The compounds formed from burning PCBs are frequently not
co-located with PCBs and their presence affects the remedy chosen,
cleanup standards and guidelines and site safety plans and activity.
The presence of these (and other) compounds at these sites
have not been properly evaluated or incorporated into the parties
activities or decisions.
Neal's Landfill
There are areas of contamination outside the fenced boundaries
of this site. This site - was identified in 1976 and was not
fenced and covered until 1983. (Neal's dump was also identified
as a site in 1976 and was also not fenced and covered until 1983.)
A contractor, John Foster, whose crew worked on Neal's landfill
doing remedial work in the early 80's has stated there is a large
amount of contaminated material outside the fenced boundary,
metes and bounds of this site.
The capacitors and PCB material discovered outside the official
boundary of the site remain there.
The investigation required in order to determine the extent
of contamination at this site was never done.
Constructing a fence to include the area of known PCB contamination
at the site was never done, and there are apparently no plans
to do so.
I understand the sampling plans apparently did not and do
not provide for any sampling outside the fenced area, metes and
bounds at Neals Landfill.
Contaminated areas may not be contiguous with other contaminated
areas. Any sampling or investigation would need to take this
into account.
Composite surface sampling a short distance (50 feet) from
the edges of excavated areas or samples of the vertical face,
are not likely to find non-contiguous areas of contamination,
or capacitors or contaminated material buried beneath the surface
covered by soil after dumping ceased in intentional or inadvertant
activities that hid evidence of significant contamination.

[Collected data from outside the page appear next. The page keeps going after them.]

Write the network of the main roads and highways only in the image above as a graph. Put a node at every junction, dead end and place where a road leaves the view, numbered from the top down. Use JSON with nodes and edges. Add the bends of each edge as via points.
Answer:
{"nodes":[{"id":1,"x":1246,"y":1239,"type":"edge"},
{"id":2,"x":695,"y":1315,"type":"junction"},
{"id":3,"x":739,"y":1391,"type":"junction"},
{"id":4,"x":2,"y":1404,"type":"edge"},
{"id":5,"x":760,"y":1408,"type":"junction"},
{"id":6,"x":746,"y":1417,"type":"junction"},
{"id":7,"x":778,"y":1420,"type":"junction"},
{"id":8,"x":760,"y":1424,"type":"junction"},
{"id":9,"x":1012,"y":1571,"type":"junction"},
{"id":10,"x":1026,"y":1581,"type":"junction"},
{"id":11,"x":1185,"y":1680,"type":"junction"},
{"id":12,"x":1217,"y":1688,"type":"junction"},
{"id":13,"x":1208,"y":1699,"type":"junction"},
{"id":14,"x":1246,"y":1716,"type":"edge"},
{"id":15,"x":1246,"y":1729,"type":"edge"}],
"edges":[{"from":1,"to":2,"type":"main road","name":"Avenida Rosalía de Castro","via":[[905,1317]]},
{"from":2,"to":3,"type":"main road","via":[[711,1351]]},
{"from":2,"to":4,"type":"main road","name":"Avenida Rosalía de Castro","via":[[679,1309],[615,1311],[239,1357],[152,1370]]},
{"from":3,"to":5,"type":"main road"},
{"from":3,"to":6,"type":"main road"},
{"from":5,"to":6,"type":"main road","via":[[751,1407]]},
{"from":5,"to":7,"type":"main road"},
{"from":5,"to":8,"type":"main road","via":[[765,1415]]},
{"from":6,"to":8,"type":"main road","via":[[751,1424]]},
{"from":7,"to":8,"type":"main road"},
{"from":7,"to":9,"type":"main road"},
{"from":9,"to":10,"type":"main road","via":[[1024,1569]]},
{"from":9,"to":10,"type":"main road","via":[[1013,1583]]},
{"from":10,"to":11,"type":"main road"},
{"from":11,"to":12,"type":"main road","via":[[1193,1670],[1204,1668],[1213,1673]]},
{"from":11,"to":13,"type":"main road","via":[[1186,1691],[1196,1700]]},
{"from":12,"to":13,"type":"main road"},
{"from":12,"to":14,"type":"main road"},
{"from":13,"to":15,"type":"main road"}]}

At this point the parites are some 15 years late in determining
the nature and extent of contamination at these sites, or erecting
fences around known areas of contamination.
The Parties site assessment and investigations failed to determine
the nature or extent of contamination at this site. When confronted
with their failure they ignored it and the nature and extent
of contamination at these sites has not been determined. (Some
of the events at Bennett's and Neal's recounted in the book Eternal
Viligance by Steve Higgs published 1995.)
This is unacceptable and the areas of contamination or suspected
contamination must be tested and evaluated and included in the
cleanup.
Lemon Lane
There are areas of contamination outside the fenced boundaries
of Lemon Lane dump. These areas have been known to be contaminated
for some 15 years, and before the fence went up around the site.
This site was finally publicly identified in 1981. The site
was not fenced until 1983, and was not covered until 1987. (1
and others had significant exposure to this site between 1981
and 1983 because I didn't know it was a site as it was not fenced.)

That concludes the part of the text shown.